__What is required__. Copy, from the data below, each line that has the word "main".

__Stored data entries__.
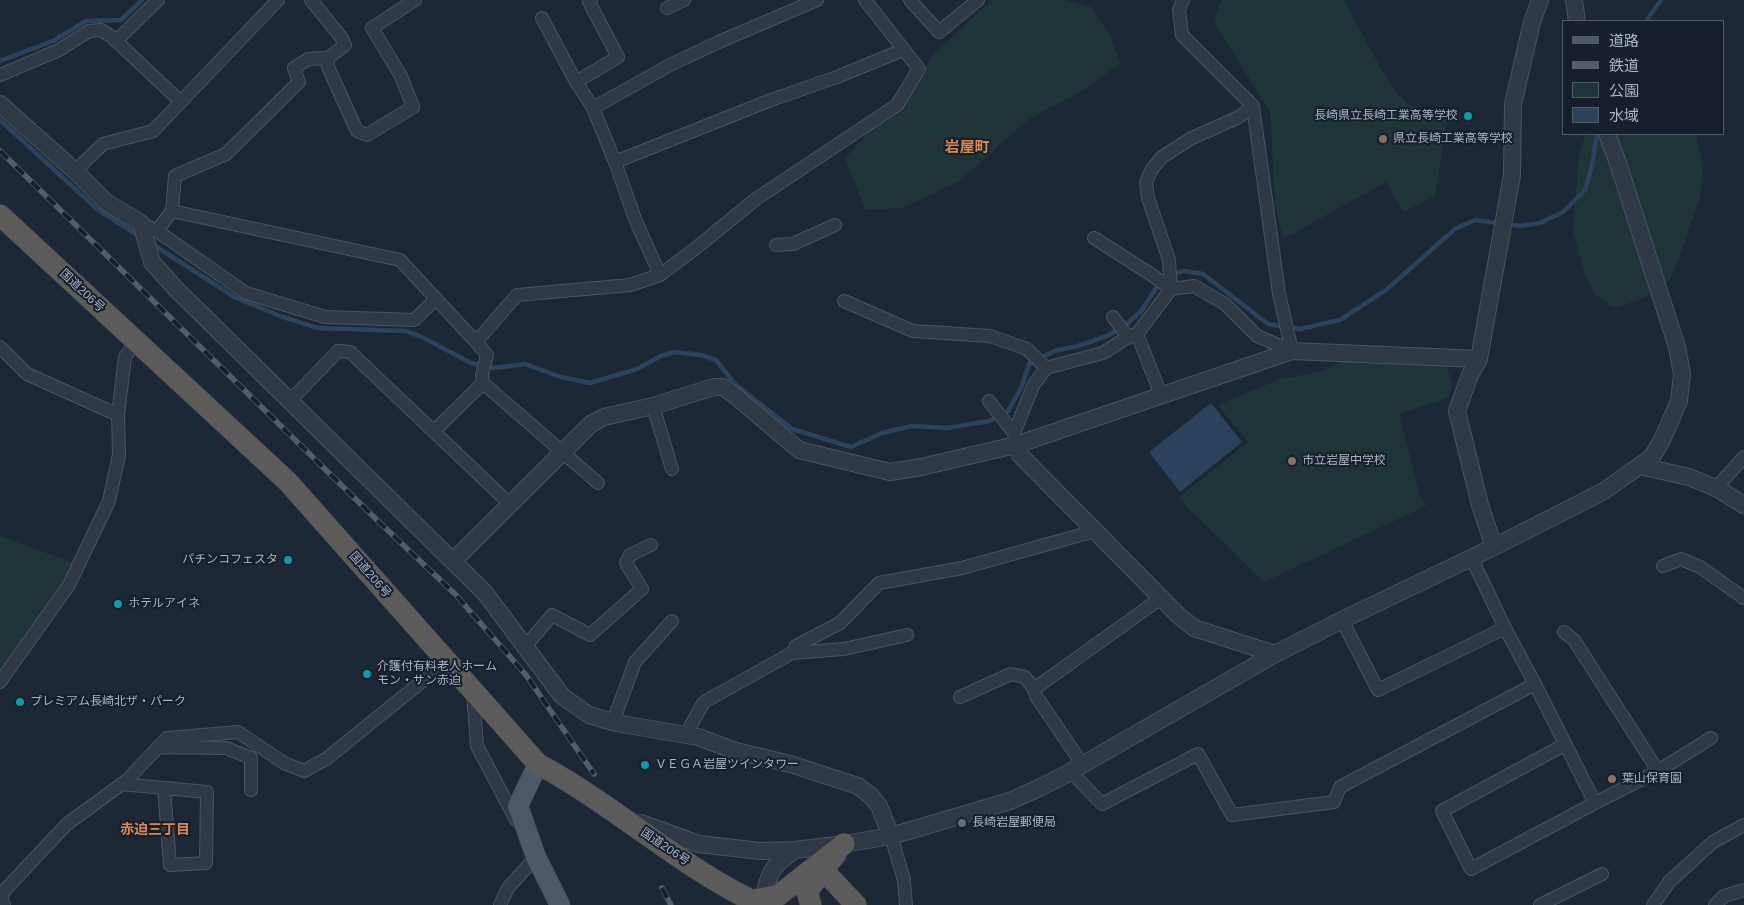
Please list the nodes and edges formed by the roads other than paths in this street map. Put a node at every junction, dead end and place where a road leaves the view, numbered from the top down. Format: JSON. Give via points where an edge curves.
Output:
{"nodes":[{"id":1,"x":158,"y":0,"type":"edge"},
{"id":2,"x":278,"y":0,"type":"edge"},
{"id":3,"x":311,"y":0,"type":"edge"},
{"id":4,"x":416,"y":0,"type":"edge"},
{"id":5,"x":591,"y":0,"type":"edge"},
{"id":6,"x":684,"y":0,"type":"edge"},
{"id":7,"x":817,"y":0,"type":"edge"},
{"id":8,"x":865,"y":0,"type":"edge"},
{"id":9,"x":910,"y":0,"type":"edge"},
{"id":10,"x":978,"y":0,"type":"edge"},
{"id":11,"x":1183,"y":0,"type":"edge"},
{"id":12,"x":1540,"y":0,"type":"edge"},
{"id":13,"x":1574,"y":0,"type":"edge"},
{"id":14,"x":667,"y":8,"type":"dead end"},
{"id":15,"x":542,"y":18,"type":"dead end"},
{"id":16,"x":1577,"y":20,"type":"edge"},
{"id":17,"x":116,"y":41,"type":"junction"},
{"id":18,"x":904,"y":50,"type":"junction"},
{"id":19,"x":328,"y":58,"type":"junction"},
{"id":20,"x":0,"y":75,"type":"edge"},
{"id":21,"x":576,"y":82,"type":"junction"},
{"id":22,"x":180,"y":102,"type":"junction"},
{"id":23,"x":0,"y":104,"type":"edge"},
{"id":24,"x":1253,"y":106,"type":"junction"},
{"id":25,"x":593,"y":108,"type":"junction"},
{"id":26,"x":1607,"y":135,"type":"edge"},
{"id":27,"x":615,"y":162,"type":"junction"},
{"id":28,"x":75,"y":171,"type":"junction"},
{"id":29,"x":172,"y":211,"type":"junction"},
{"id":30,"x":0,"y":215,"type":"edge"},
{"id":31,"x":835,"y":226,"type":"dead end"},
{"id":32,"x":147,"y":227,"type":"junction"},
{"id":33,"x":1094,"y":238,"type":"dead end"},
{"id":34,"x":776,"y":246,"type":"dead end"},
{"id":35,"x":660,"y":275,"type":"junction"},
{"id":36,"x":1171,"y":289,"type":"junction"},
{"id":37,"x":436,"y":299,"type":"junction"},
{"id":38,"x":844,"y":301,"type":"dead end"},
{"id":39,"x":1112,"y":317,"type":"dead end"},
{"id":40,"x":1133,"y":335,"type":"junction"},
{"id":41,"x":136,"y":342,"type":"junction"},
{"id":42,"x":476,"y":342,"type":"junction"},
{"id":43,"x":1290,"y":344,"type":"junction"},
{"id":44,"x":0,"y":347,"type":"edge"},
{"id":45,"x":1479,"y":359,"type":"junction"},
{"id":46,"x":1046,"y":368,"type":"junction"},
{"id":47,"x":482,"y":379,"type":"junction"},
{"id":48,"x":1161,"y":395,"type":"junction"},
{"id":49,"x":989,"y":401,"type":"dead end"},
{"id":50,"x":290,"y":402,"type":"junction"},
{"id":51,"x":653,"y":406,"type":"junction"},
{"id":52,"x":118,"y":415,"type":"junction"},
{"id":53,"x":434,"y":432,"type":"junction"},
{"id":54,"x":1015,"y":439,"type":"junction"},
{"id":55,"x":562,"y":451,"type":"junction"},
{"id":56,"x":1744,"y":457,"type":"edge"},
{"id":57,"x":1640,"y":466,"type":"junction"},
{"id":58,"x":672,"y":469,"type":"dead end"},
{"id":59,"x":598,"y":483,"type":"dead end"},
{"id":60,"x":1716,"y":488,"type":"junction"},
{"id":61,"x":509,"y":503,"type":"junction"},
{"id":62,"x":1744,"y":505,"type":"edge"},
{"id":63,"x":1095,"y":531,"type":"junction"},
{"id":64,"x":651,"y":545,"type":"dead end"},
{"id":65,"x":1494,"y":547,"type":"junction"},
{"id":66,"x":1472,"y":557,"type":"junction"},
{"id":67,"x":453,"y":561,"type":"junction"},
{"id":68,"x":1663,"y":566,"type":"dead end"},
{"id":69,"x":1161,"y":598,"type":"junction"},
{"id":70,"x":1744,"y":598,"type":"edge"},
{"id":71,"x":1342,"y":620,"type":"junction"},
{"id":72,"x":672,"y":622,"type":"dead end"},
{"id":73,"x":1505,"y":628,"type":"junction"},
{"id":74,"x":1564,"y":632,"type":"dead end"},
{"id":75,"x":907,"y":635,"type":"dead end"},
{"id":76,"x":525,"y":647,"type":"junction"},
{"id":77,"x":792,"y":653,"type":"junction"},
{"id":78,"x":1275,"y":654,"type":"junction"},
{"id":79,"x":446,"y":662,"type":"junction"},
{"id":80,"x":0,"y":682,"type":"edge"},
{"id":81,"x":1535,"y":684,"type":"junction"},
{"id":82,"x":1034,"y":689,"type":"junction"},
{"id":83,"x":473,"y":692,"type":"junction"},
{"id":84,"x":960,"y":697,"type":"dead end"},
{"id":85,"x":612,"y":722,"type":"junction"},
{"id":86,"x":686,"y":734,"type":"junction"},
{"id":87,"x":1711,"y":738,"type":"dead end"},
{"id":88,"x":1564,"y":744,"type":"junction"},
{"id":89,"x":158,"y":747,"type":"junction"},
{"id":90,"x":538,"y":764,"type":"junction"},
{"id":91,"x":1077,"y":768,"type":"junction"},
{"id":92,"x":1658,"y":771,"type":"junction"},
{"id":93,"x":121,"y":784,"type":"junction"},
{"id":94,"x":574,"y":785,"type":"junction"},
{"id":95,"x":164,"y":788,"type":"junction"},
{"id":96,"x":252,"y":790,"type":"dead end"},
{"id":97,"x":1595,"y":803,"type":"junction"},
{"id":98,"x":1744,"y":825,"type":"edge"},
{"id":99,"x":891,"y":836,"type":"junction"},
{"id":100,"x":844,"y":844,"type":"junction"},
{"id":101,"x":795,"y":850,"type":"junction"},
{"id":102,"x":536,"y":857,"type":"junction"},
{"id":103,"x":823,"y":870,"type":"junction"},
{"id":104,"x":1602,"y":874,"type":"dead end"},
{"id":105,"x":1744,"y":890,"type":"edge"},
{"id":106,"x":762,"y":902,"type":"edge"},
{"id":107,"x":4,"y":905,"type":"edge"},
{"id":108,"x":500,"y":905,"type":"edge"},
{"id":109,"x":560,"y":905,"type":"edge"},
{"id":110,"x":811,"y":905,"type":"edge"},
{"id":111,"x":856,"y":905,"type":"edge"},
{"id":112,"x":906,"y":905,"type":"edge"},
{"id":113,"x":1540,"y":905,"type":"edge"},
{"id":114,"x":1653,"y":905,"type":"edge"},
{"id":115,"x":1715,"y":905,"type":"edge"}],
"edges":[{"from":1,"to":17,"type":"street"},
{"from":2,"to":22,"type":"street"},
{"from":3,"to":19,"type":"street","via":[[345,45]]},
{"from":4,"to":19,"type":"street","via":[[372,28],[402,76],[413,107],[367,135],[356,131],[328,67]]},
{"from":5,"to":21,"type":"street","via":[[589,2],[618,57]]},
{"from":6,"to":14,"type":"street"},
{"from":7,"to":25,"type":"street","via":[[721,40]]},
{"from":8,"to":18,"type":"street"},
{"from":9,"to":10,"type":"street","via":[[939,32]]},
{"from":11,"to":24,"type":"street","via":[[1179,10],[1182,35]]},
{"from":12,"to":45,"type":"street","via":[[1513,104],[1512,175]]},
{"from":13,"to":16,"type":"street"},
{"from":15,"to":21,"type":"street"},
{"from":17,"to":20,"type":"street","via":[[101,30],[90,31],[59,50]]},
{"from":17,"to":22,"type":"street"},
{"from":18,"to":27,"type":"street"},
{"from":18,"to":35,"type":"street","via":[[919,69],[897,105],[756,199]]},
{"from":19,"to":29,"type":"street","via":[[308,59],[294,68],[300,82],[226,154],[175,176]]},
{"from":21,"to":25,"type":"street"},
{"from":22,"to":28,"type":"street","via":[[153,131],[103,144]]},
{"from":23,"to":28,"type":"street"},
{"from":24,"to":36,"type":"street","via":[[1239,117],[1192,138],[1162,158],[1146,182],[1148,198],[1169,260]]},
{"from":24,"to":43,"type":"street","via":[[1279,294]]},
{"from":25,"to":27,"type":"street"},
{"from":26,"to":57,"type":"street","via":[[1677,347],[1682,374],[1679,400],[1663,438],[1652,457]]},
{"from":27,"to":35,"type":"street","via":[[635,219]]},
{"from":28,"to":32,"type":"street","via":[[107,203]]},
{"from":29,"to":32,"type":"street"},
{"from":29,"to":37,"type":"street","via":[[400,260]]},
{"from":30,"to":41,"type":"highway","name":"国道206号"},
{"from":31,"to":34,"type":"street","via":[[793,244]]},
{"from":32,"to":37,"type":"street","via":[[246,293],[325,317],[414,320]]},
{"from":32,"to":50,"type":"street","via":[[152,262]]},
{"from":33,"to":36,"type":"street"},
{"from":35,"to":42,"type":"street","via":[[630,285],[516,295]]},
{"from":36,"to":40,"type":"street"},
{"from":36,"to":43,"type":"street","via":[[1194,286],[1225,304],[1257,336]]},
{"from":37,"to":42,"type":"street"},
{"from":38,"to":46,"type":"street","via":[[913,331],[990,336],[1027,350]]},
{"from":39,"to":40,"type":"street"},
{"from":40,"to":46,"type":"street","via":[[1103,353]]},
{"from":40,"to":48,"type":"street"},
{"from":41,"to":52,"type":"street","via":[[124,357]]},
{"from":41,"to":79,"type":"highway","name":"国道206号","via":[[288,482]]},
{"from":42,"to":47,"type":"street","via":[[486,355]]},
{"from":43,"to":45,"type":"street"},
{"from":43,"to":48,"type":"street"},
{"from":44,"to":52,"type":"street","via":[[27,374]]},
{"from":45,"to":65,"type":"street","via":[[1457,411]]},
{"from":46,"to":54,"type":"street","via":[[1033,386]]},
{"from":47,"to":53,"type":"street"},
{"from":47,"to":55,"type":"street"},
{"from":48,"to":54,"type":"street"},
{"from":49,"to":54,"type":"street"},
{"from":50,"to":53,"type":"street","via":[[338,351],[350,352]]},
{"from":50,"to":67,"type":"street"},
{"from":51,"to":54,"type":"street","via":[[706,389],[723,387],[799,450],[890,472],[921,468]]},
{"from":51,"to":55,"type":"street","via":[[604,417],[586,428]]},
{"from":51,"to":58,"type":"street"},
{"from":52,"to":80,"type":"street","via":[[119,455],[109,501],[69,585]]},
{"from":53,"to":61,"type":"street"},
{"from":54,"to":63,"type":"street","via":[[1020,455]]},
{"from":55,"to":59,"type":"street"},
{"from":55,"to":61,"type":"street"},
{"from":56,"to":60,"type":"street"},
{"from":57,"to":60,"type":"street","via":[[1688,477]]},
{"from":57,"to":65,"type":"street","via":[[1604,491]]},
{"from":60,"to":62,"type":"street"},
{"from":61,"to":67,"type":"street"},
{"from":63,"to":69,"type":"street"},
{"from":63,"to":77,"type":"street","via":[[962,568],[879,583],[840,623],[796,646]]},
{"from":64,"to":76,"type":"street","via":[[630,555],[626,563],[642,589],[590,635],[552,615]]},
{"from":65,"to":66,"type":"street"},
{"from":66,"to":71,"type":"street"},
{"from":66,"to":73,"type":"street"},
{"from":67,"to":76,"type":"street","via":[[485,593]]},
{"from":68,"to":70,"type":"street","via":[[1681,559],[1700,567]]},
{"from":69,"to":78,"type":"street","via":[[1194,628]]},
{"from":69,"to":82,"type":"street"},
{"from":71,"to":73,"type":"street","via":[[1378,690]]},
{"from":71,"to":78,"type":"street"},
{"from":72,"to":85,"type":"street","via":[[635,662]]},
{"from":73,"to":81,"type":"street"},
{"from":74,"to":92,"type":"street","via":[[1574,640]]},
{"from":75,"to":77,"type":"street","via":[[844,649]]},
{"from":76,"to":85,"type":"street","via":[[562,696],[589,714]]},
{"from":77,"to":86,"type":"street","via":[[704,702]]},
{"from":78,"to":91,"type":"street"},
{"from":79,"to":83,"type":"highway","name":"国道206号"},
{"from":79,"to":89,"type":"street","via":[[326,759],[304,771],[284,763],[238,732],[167,738]]},
{"from":81,"to":88,"type":"street"},
{"from":81,"to":91,"type":"street","via":[[1340,787],[1334,802],[1232,815],[1198,754],[1102,804]]},
{"from":82,"to":84,"type":"street","via":[[1025,677],[1011,674]]},
{"from":82,"to":91,"type":"street"},
{"from":83,"to":90,"type":"highway","name":"国道206号"},
{"from":83,"to":102,"type":"street","via":[[477,746]]},
{"from":85,"to":86,"type":"street"},
{"from":86,"to":99,"type":"street","via":[[858,786],[879,806]]},
{"from":87,"to":92,"type":"street"},
{"from":88,"to":97,"type":"street"},
{"from":88,"to":97,"type":"street","via":[[1442,811],[1471,869]]},
{"from":89,"to":93,"type":"street"},
{"from":89,"to":96,"type":"street","via":[[226,748],[251,758]]},
{"from":90,"to":94,"type":"highway","name":"国道206号"},
{"from":90,"to":102,"type":"main road","via":[[518,806]]},
{"from":91,"to":99,"type":"street","via":[[1010,802]]},
{"from":92,"to":97,"type":"street"},
{"from":93,"to":95,"type":"street"},
{"from":93,"to":107,"type":"street","via":[[67,824],[48,843],[4,891],[1,900]]},
{"from":94,"to":101,"type":"street","via":[[646,826],[699,844],[760,851]]},
{"from":94,"to":106,"type":"highway","name":"国道206号","via":[[686,861]]},
{"from":95,"to":95,"type":"street","via":[[170,865],[206,863],[207,792]]},
{"from":98,"to":114,"type":"street","via":[[1714,842],[1669,882]]},
{"from":99,"to":100,"type":"street"},
{"from":99,"to":112,"type":"street","via":[[904,880]]},
{"from":100,"to":101,"type":"street"},
{"from":100,"to":103,"type":"highway"},
{"from":100,"to":106,"type":"highway","via":[[779,895]]},
{"from":101,"to":106,"type":"street","via":[[776,864]]},
{"from":102,"to":108,"type":"street","via":[[508,888]]},
{"from":102,"to":109,"type":"main road"},
{"from":103,"to":110,"type":"highway","via":[[807,892]]},
{"from":103,"to":111,"type":"highway"},
{"from":104,"to":113,"type":"street"},
{"from":105,"to":115,"type":"street","via":[[1724,896]]}]}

__Solution for this problem__.
{"from":90,"to":102,"type":"main road","via":[[518,806]]},
{"from":102,"to":109,"type":"main road"},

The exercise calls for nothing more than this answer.